It only looks linear because I zoomed way-in on those couple of regions.
It is exponential with respect to temperature, but definitely you could form an easy rule of thumb to treat it as linear because the worse that will come of such an approximation is that you'd be off by a watt or two (no big deal).
Before I came to the realization that I needed to include the Poole-Frenkel effect I was treating the temperature effect as a linear one and it wasn't all that bad.
I was just kinda blown away, I was not expecting the magnitude of the effect, when I saw the data.
Take for example the 2GHz chip at 1.290V and a cool 47°C, it consumes 68W. But let those temps rise from 47°C to 96°C and the power-consumption rises from 68W to 91W.
Consider that this 23W represents a 33% increase in power-consumption D: I just had no appreciation for how deleterious higher operating temps were for the power-consumption of the CPU.
Just came across this thread thanks to Ryan Smith linking to it in his recent R9 290X review!

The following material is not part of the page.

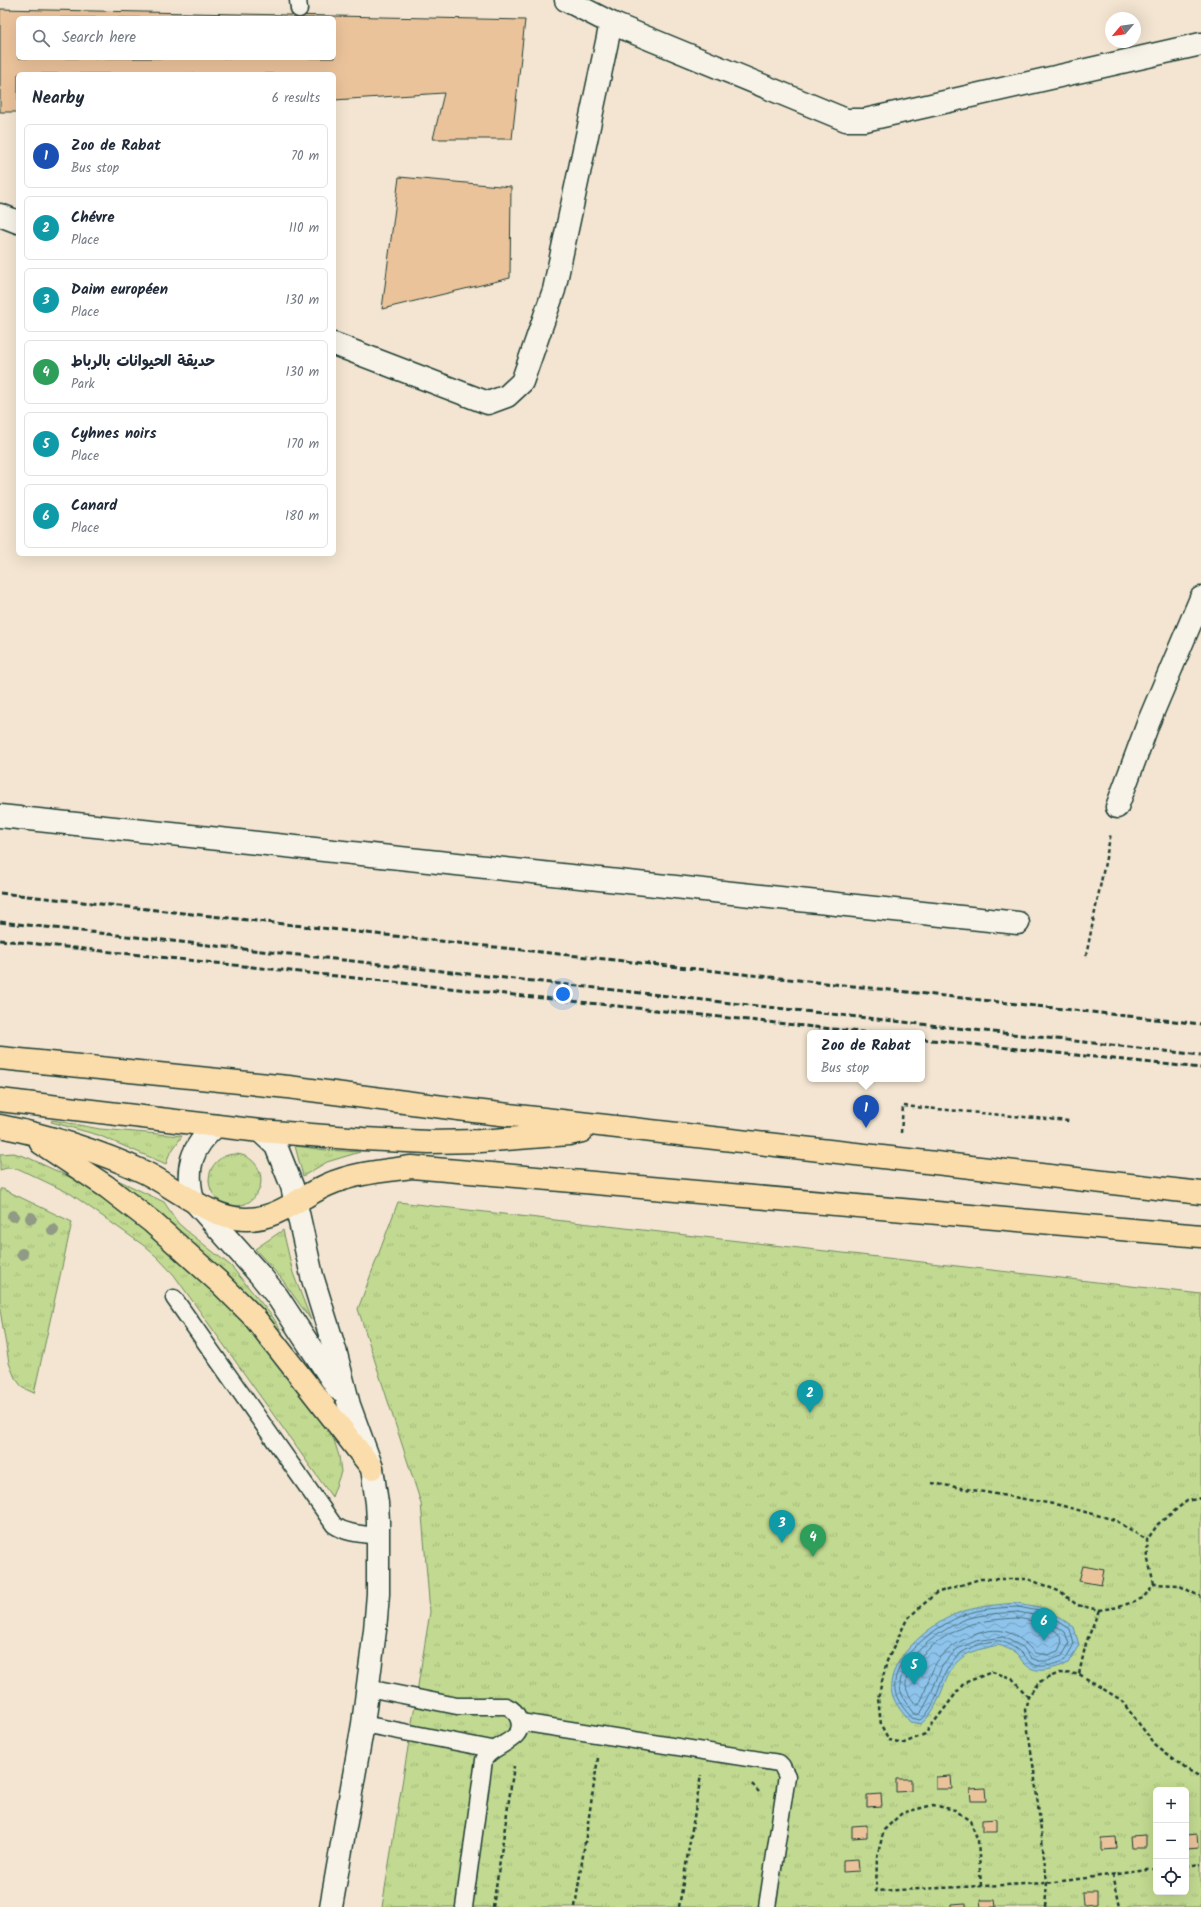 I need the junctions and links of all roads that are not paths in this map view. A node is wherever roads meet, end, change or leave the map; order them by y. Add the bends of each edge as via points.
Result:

That was impressive, IDC! A few years ago, I saw how much temp-related leakage there was with my i7 920's @ 45nm (about 40W for every 20C when oc'ed to 4GHz), and was curious about whether 32nm processors improved on that or not.
Anybody know anything about leakage on 22nm? Intel said that they were working hard on mitigating it past 45nm - but as IDC showed, it is still a problem on 32nm (much more considerably at 3GHz rather than 2GHz).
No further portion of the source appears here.